(Work task) Each entry should be transcribed exactly as written, and any picture left out.

Stored items:
§ §

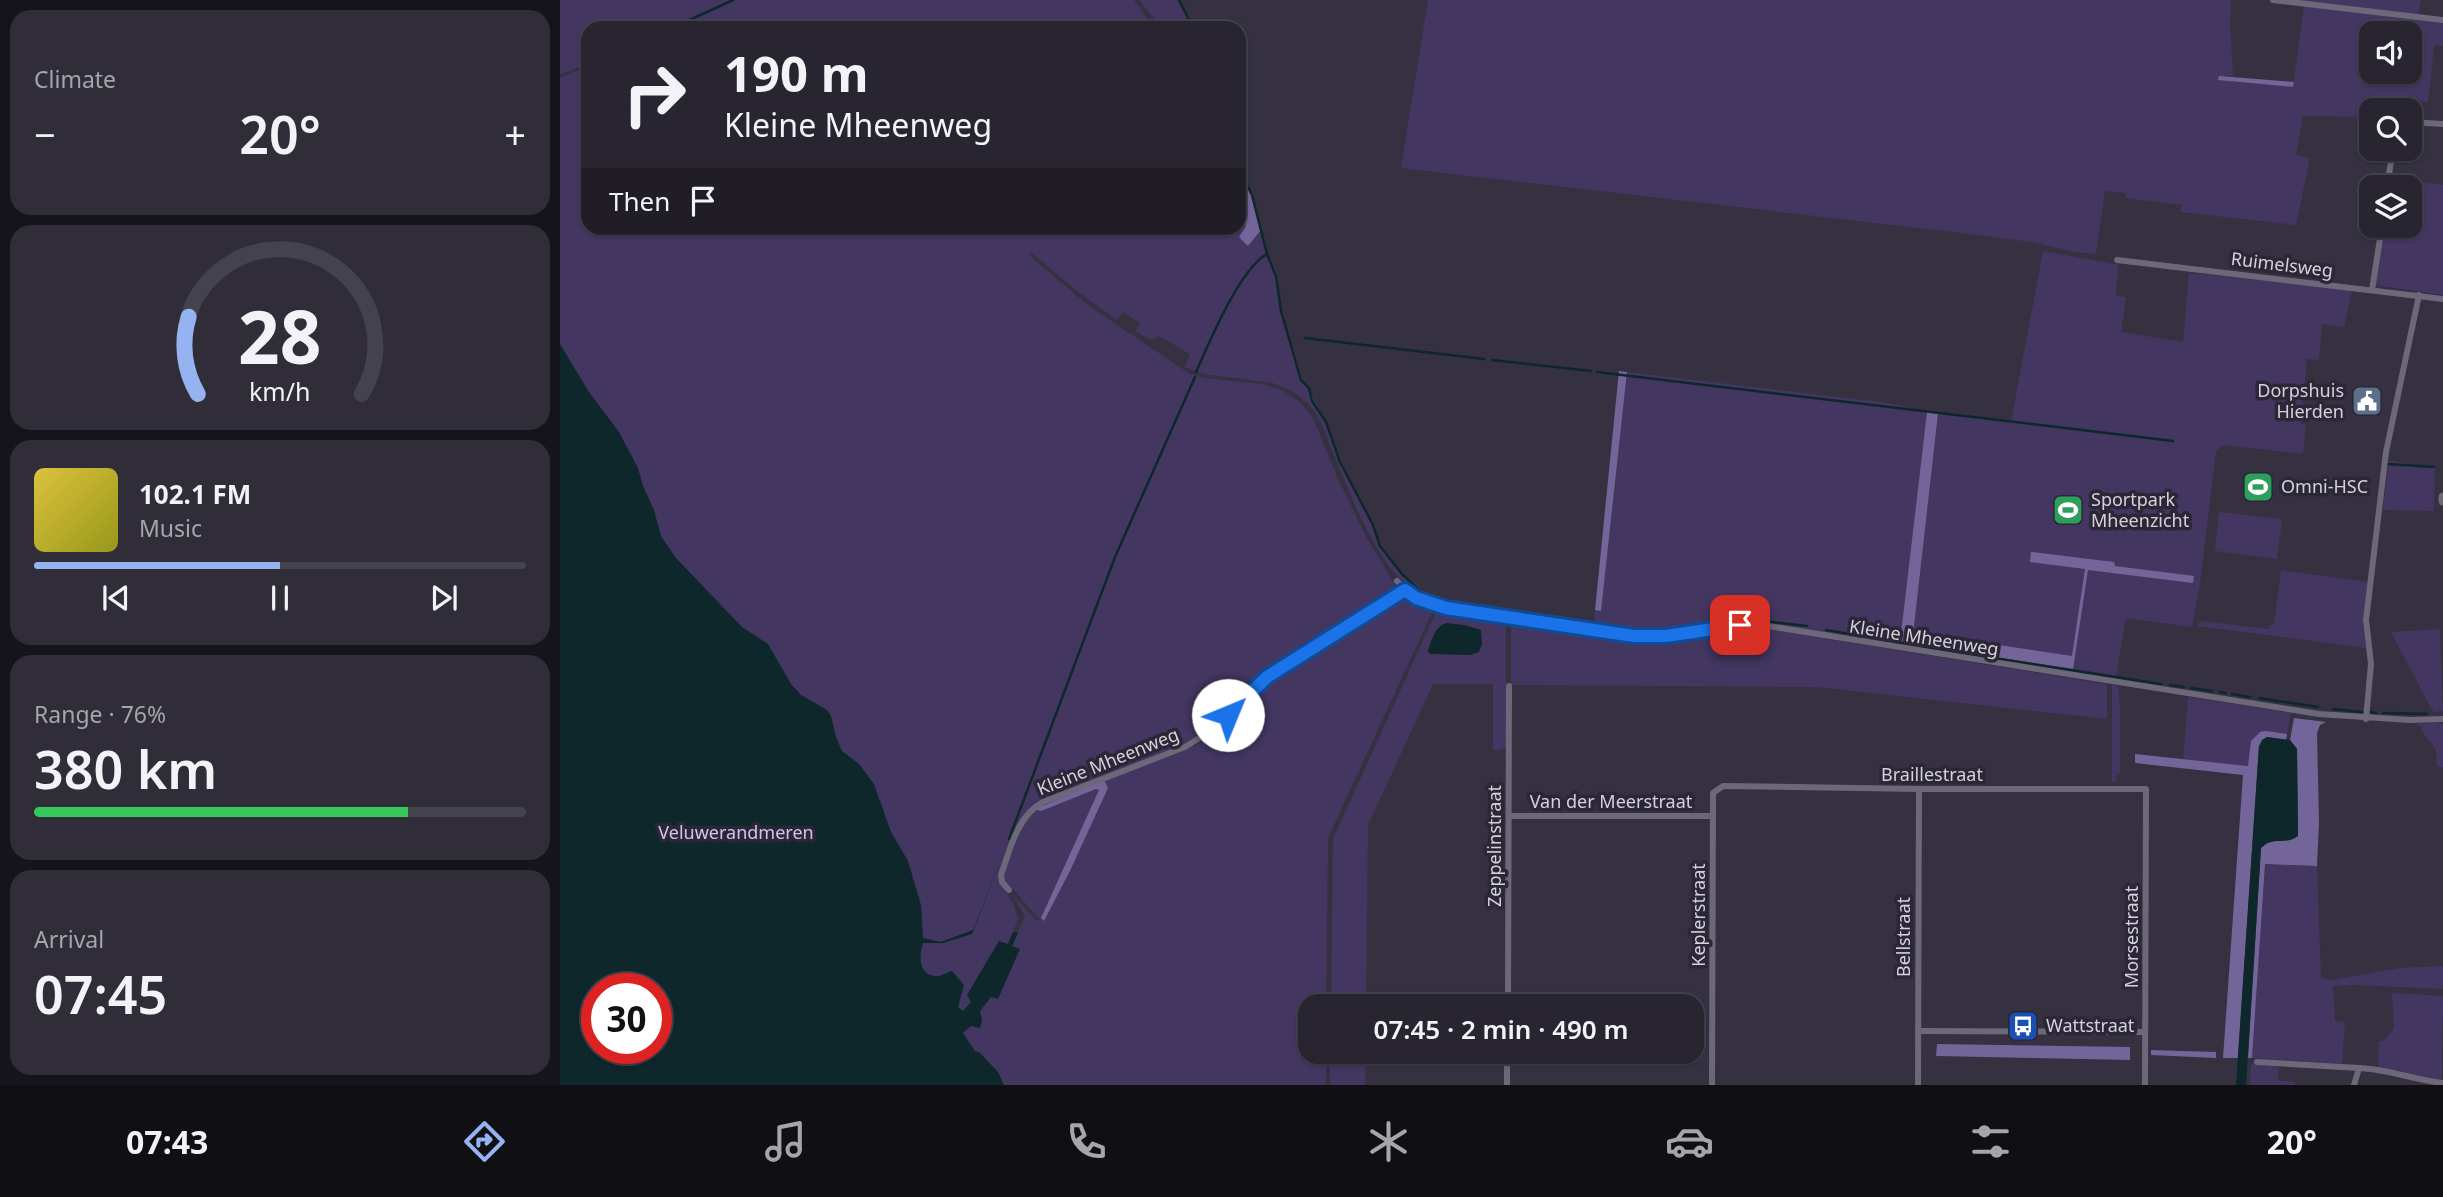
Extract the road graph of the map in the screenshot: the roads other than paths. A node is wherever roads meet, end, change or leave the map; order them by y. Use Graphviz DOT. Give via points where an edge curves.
graph roads {
  1 [pos="2273,0"];
  2 [pos="2443,20"];
  3 [pos="2422,123"];
  4 [pos="2443,124"];
  5 [pos="2380,238"];
  6 [pos="2117,260"];
  7 [pos="2372,290"];
  8 [pos="2419,295"];
  9 [pos="2443,299"];
  10 [pos="1397,581"];
  11 [pos="1405,590"];
  12 [pos="1508,686"];
  13 [pos="2366,719"];
  14 [pos="2443,719"];
  15 [pos="1718,788"];
  16 [pos="1919,789"];
  17 [pos="2146,789"];
  18 [pos="1509,816"];
  19 [pos="1713,816"];
  20 [pos="1009,890"];
  21 [pos="1508,994"];
  22 [pos="1918,1031"];
  23 [pos="2145,1032"];
  24 [pos="2257,1062"];
  25 [pos="1507,1064"];
  26 [pos="2359,1068"];
  27 [pos="2443,1083"];
  28 [pos="1507,1085"];
  29 [pos="1712,1085"];
  30 [pos="1918,1085"];
  31 [pos="2145,1085"];
  32 [pos="2354,1085"];
  1 -- 2 [label="street"];
  3 -- 4 [label="street"];
  5 -- 7 [label="street"];
  6 -- 7 [label="street, Ruimelsweg"];
  7 -- 8 [label="street, Ruimelsweg"];
  8 -- 9 [label="street, Ruimelsweg"];
  8 -- 13 [label="street" via="2386,452 2366,620 2371,664"];
  10 -- 11 [label="street, Kleine Mheenweg"];
  11 -- 13 [label="street, Kleine Mheenweg" via="1446,608 1625,635 1653,637 1728,625 1768,626"];
  11 -- 20 [label="street, Kleine Mheenweg" via="1267,677 1198,740 1032,808 1001,876"];
  12 -- 18 [label="street, Zeppelinstraat"];
  13 -- 14 [label="street, Kleine Mheenweg"];
  15 -- 16 [label="street, Braillestraat"];
  15 -- 19 [label="street, Keplerstraat" via="1713,793"];
  16 -- 17 [label="street, Braillestraat"];
  16 -- 22 [label="street, Bellstraat"];
  17 -- 23 [label="street, Morsestraat"];
  18 -- 19 [label="street, Van der Meerstraat"];
  18 -- 21 [label="street, Zeppelinstraat"];
  19 -- 29 [label="street, Keplerstraat"];
  22 -- 23 [label="street"];
  22 -- 30 [label="street, Bellstraat"];
  23 -- 31 [label="street, Morsestraat"];
  24 -- 26 [label="street"];
  25 -- 28 [label="street"];
  26 -- 27 [label="street"];
  26 -- 32 [label="street"];
}
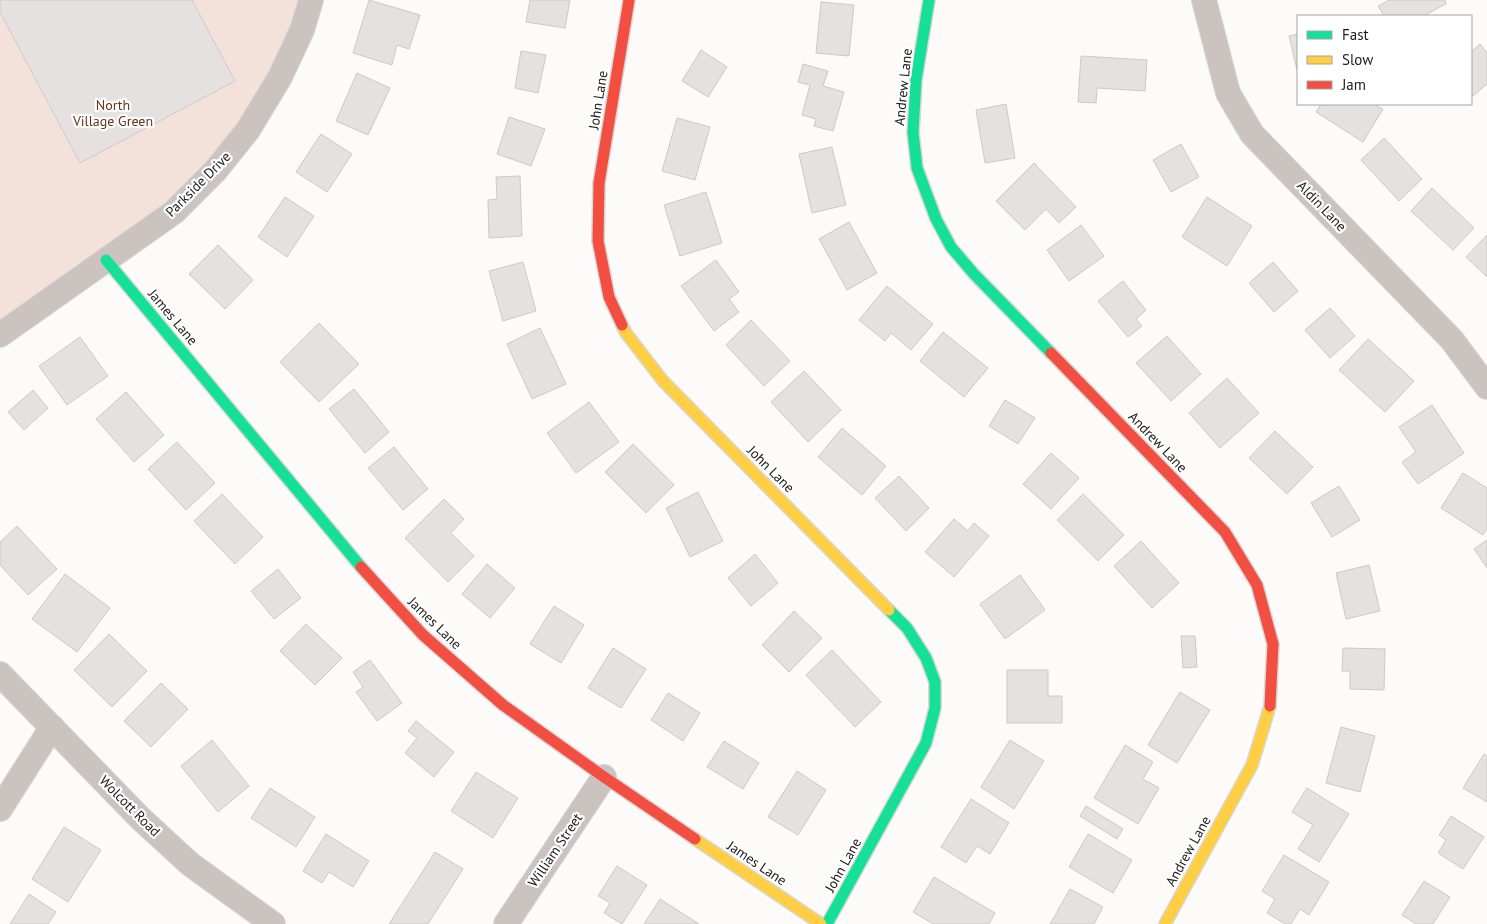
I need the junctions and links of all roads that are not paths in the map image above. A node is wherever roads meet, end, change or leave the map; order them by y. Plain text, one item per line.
1 (311, 0) edge
2 (630, 0) edge
3 (929, 0) edge
4 (1204, 0) edge
5 (106, 260) junction
6 (0, 335) edge
7 (1487, 386) edge
8 (0, 674) edge
9 (52, 727) junction
10 (604, 777) junction
11 (0, 808) edge
12 (273, 924) edge
13 (506, 924) edge
14 (820, 924) edge
15 (827, 924) edge
16 (1165, 924) edge

1 - 5 street, Parkside Drive
2 - 15 street, John Lane
3 - 16 street, Andrew Lane
4 - 7 street, Aldin Lane
5 - 6 street, Parkside Drive
5 - 10 street, James Lane
8 - 9 street, Wolcott Road
9 - 11 street
9 - 12 street, Wolcott Road
10 - 13 street, William Street
10 - 14 street, James Lane

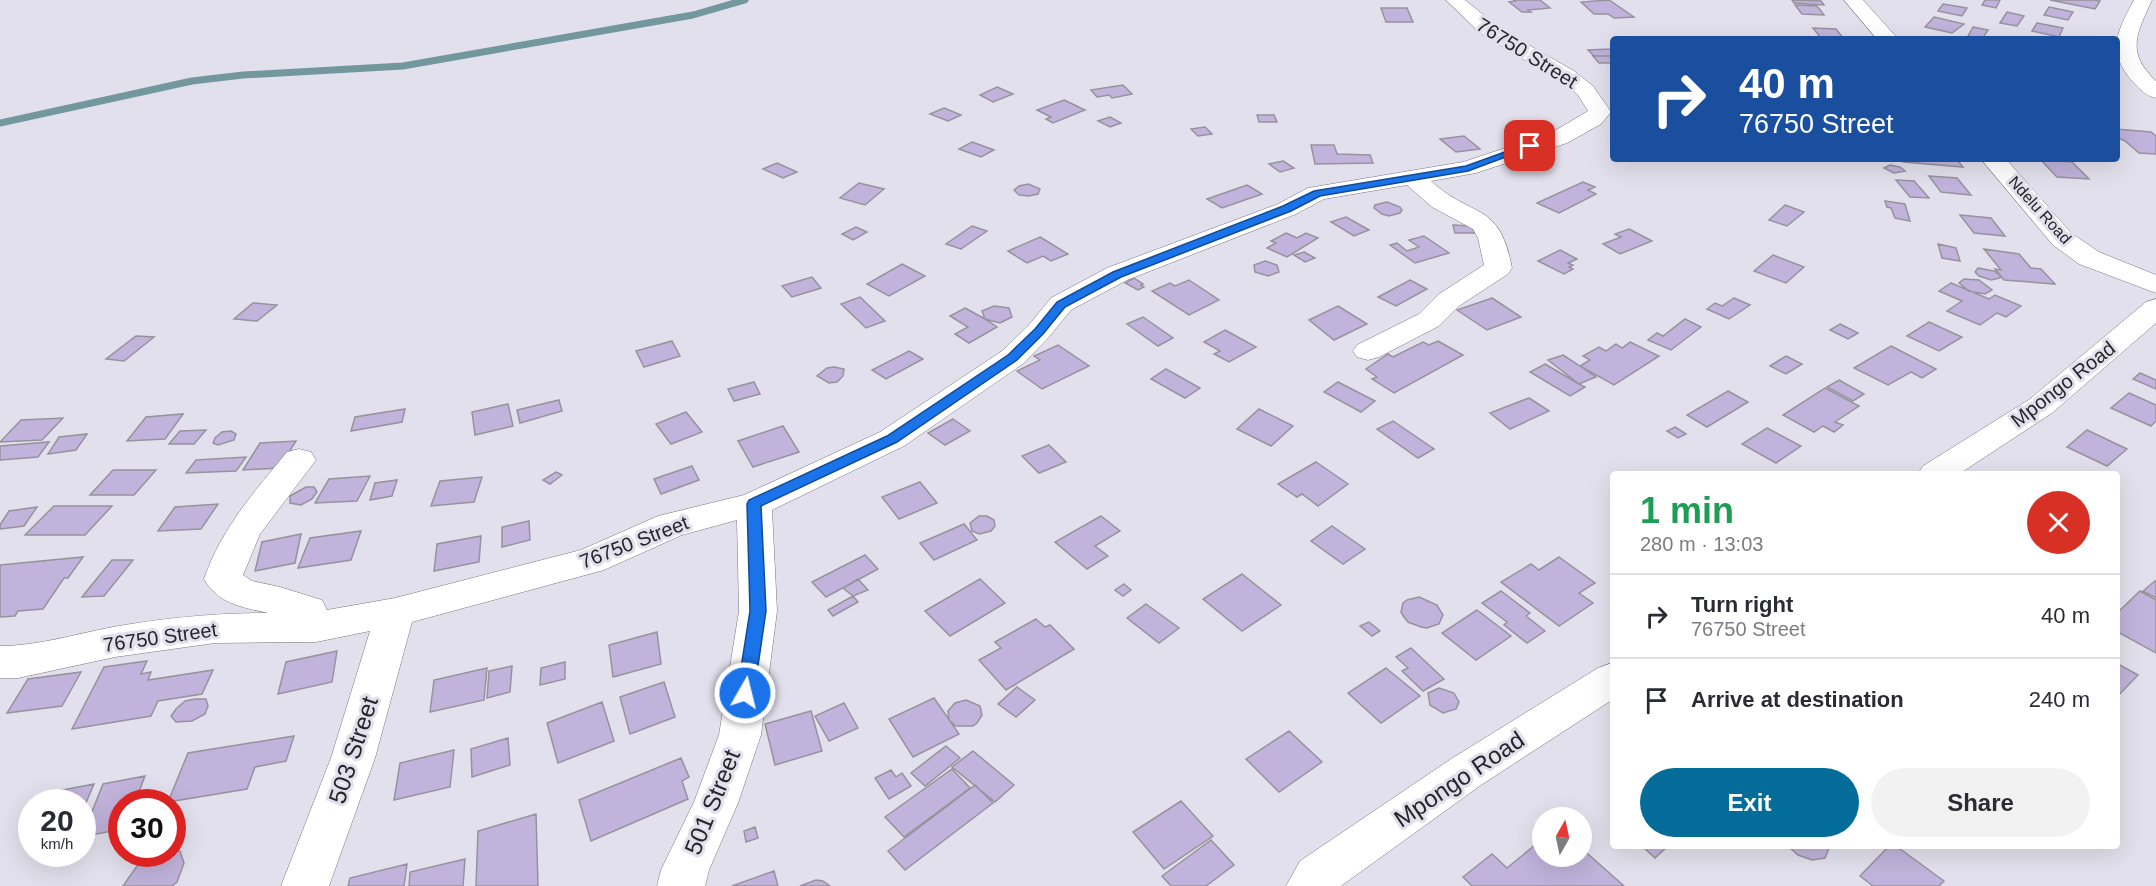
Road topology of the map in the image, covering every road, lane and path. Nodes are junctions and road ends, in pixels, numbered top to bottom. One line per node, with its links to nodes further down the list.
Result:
1 (1455, 0): 7 (street, 76750 Street)
2 (1853, 0): 4 (street)
3 (2143, 0): 5 (street)
4 (1887, 36)
5 (2156, 92)
6 (1996, 162): 8 (street, Ndelu Road)
7 (1412, 177): 10 (street); 13 (street, 76750 Street)
8 (2156, 285)
9 (2156, 308): 12 (street, Mpongo Road)
10 (1368, 351)
11 (299, 460): 15 (street)
12 (1940, 471)
13 (754, 504): 14 (street, 76750 Street); 19 (street, 501 Street)
14 (395, 612): 15 (street, 76750 Street); 18 (street, 503 Street)
15 (316, 627): 16 (street, 76750 Street)
16 (0, 662)
17 (1610, 680): 20 (street, Mpongo Road)
18 (305, 886)
19 (681, 886)
20 (1310, 886)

§ §

(Answer section)
Extract the road graph of the map in the screenshot: the roads other than paths. A node is wherever roads meet, end, change or leave the map; order them by y. Use Graphviz DOT. Give via points where an edge curves.
graph roads {
  1 [pos="2273,0"];
  2 [pos="2443,20"];
  3 [pos="2422,123"];
  4 [pos="2443,124"];
  5 [pos="2380,238"];
  6 [pos="2117,260"];
  7 [pos="2372,290"];
  8 [pos="2419,295"];
  9 [pos="2443,299"];
  10 [pos="1397,581"];
  11 [pos="1405,590"];
  12 [pos="1508,686"];
  13 [pos="2366,719"];
  14 [pos="2443,719"];
  15 [pos="1718,788"];
  16 [pos="1919,789"];
  17 [pos="2146,789"];
  18 [pos="1509,816"];
  19 [pos="1713,816"];
  20 [pos="1009,890"];
  21 [pos="1508,994"];
  22 [pos="1918,1031"];
  23 [pos="2145,1032"];
  24 [pos="2257,1062"];
  25 [pos="1507,1064"];
  26 [pos="2359,1068"];
  27 [pos="2443,1083"];
  28 [pos="1507,1085"];
  29 [pos="1712,1085"];
  30 [pos="1918,1085"];
  31 [pos="2145,1085"];
  32 [pos="2354,1085"];
  1 -- 2 [label="street"];
  3 -- 4 [label="street"];
  5 -- 7 [label="street"];
  6 -- 7 [label="street, Ruimelsweg"];
  7 -- 8 [label="street, Ruimelsweg"];
  8 -- 9 [label="street, Ruimelsweg"];
  8 -- 13 [label="street" via="2386,452 2366,620 2371,664"];
  10 -- 11 [label="street, Kleine Mheenweg"];
  11 -- 13 [label="street, Kleine Mheenweg" via="1446,608 1625,635 1653,637 1728,625 1768,626"];
  11 -- 20 [label="street, Kleine Mheenweg" via="1267,677 1198,740 1032,808 1001,876"];
  12 -- 18 [label="street, Zeppelinstraat"];
  13 -- 14 [label="street, Kleine Mheenweg"];
  15 -- 16 [label="street, Braillestraat"];
  15 -- 19 [label="street, Keplerstraat" via="1713,793"];
  16 -- 17 [label="street, Braillestraat"];
  16 -- 22 [label="street, Bellstraat"];
  17 -- 23 [label="street, Morsestraat"];
  18 -- 19 [label="street, Van der Meerstraat"];
  18 -- 21 [label="street, Zeppelinstraat"];
  19 -- 29 [label="street, Keplerstraat"];
  22 -- 23 [label="street"];
  22 -- 30 [label="street, Bellstraat"];
  23 -- 31 [label="street, Morsestraat"];
  24 -- 26 [label="street"];
  25 -- 28 [label="street"];
  26 -- 27 [label="street"];
  26 -- 32 [label="street"];
}
I need the junctions and links of all roads that are not paths in the map image above. A node is wherever roads meet, end, change or leave the map; order them by y. Plain text, one item per line.
1 (311, 0) edge
2 (630, 0) edge
3 (929, 0) edge
4 (1204, 0) edge
5 (106, 260) junction
6 (0, 335) edge
7 (1487, 386) edge
8 (0, 674) edge
9 (52, 727) junction
10 (604, 777) junction
11 (0, 808) edge
12 (273, 924) edge
13 (506, 924) edge
14 (820, 924) edge
15 (827, 924) edge
16 (1165, 924) edge

1 - 5 street, Parkside Drive
2 - 15 street, John Lane
3 - 16 street, Andrew Lane
4 - 7 street, Aldin Lane
5 - 6 street, Parkside Drive
5 - 10 street, James Lane
8 - 9 street, Wolcott Road
9 - 11 street
9 - 12 street, Wolcott Road
10 - 13 street, William Street
10 - 14 street, James Lane

Road topology of the map in the image, covering every road, lane and path. Nodes are junctions and road ends, in pixels, numbered top to bottom. One line per node, with its links to nodes further down the list.
Result:
1 (1455, 0): 7 (street, 76750 Street)
2 (1853, 0): 4 (street)
3 (2143, 0): 5 (street)
4 (1887, 36)
5 (2156, 92)
6 (1996, 162): 8 (street, Ndelu Road)
7 (1412, 177): 10 (street); 13 (street, 76750 Street)
8 (2156, 285)
9 (2156, 308): 12 (street, Mpongo Road)
10 (1368, 351)
11 (299, 460): 15 (street)
12 (1940, 471)
13 (754, 504): 14 (street, 76750 Street); 19 (street, 501 Street)
14 (395, 612): 15 (street, 76750 Street); 18 (street, 503 Street)
15 (316, 627): 16 (street, 76750 Street)
16 (0, 662)
17 (1610, 680): 20 (street, Mpongo Road)
18 (305, 886)
19 (681, 886)
20 (1310, 886)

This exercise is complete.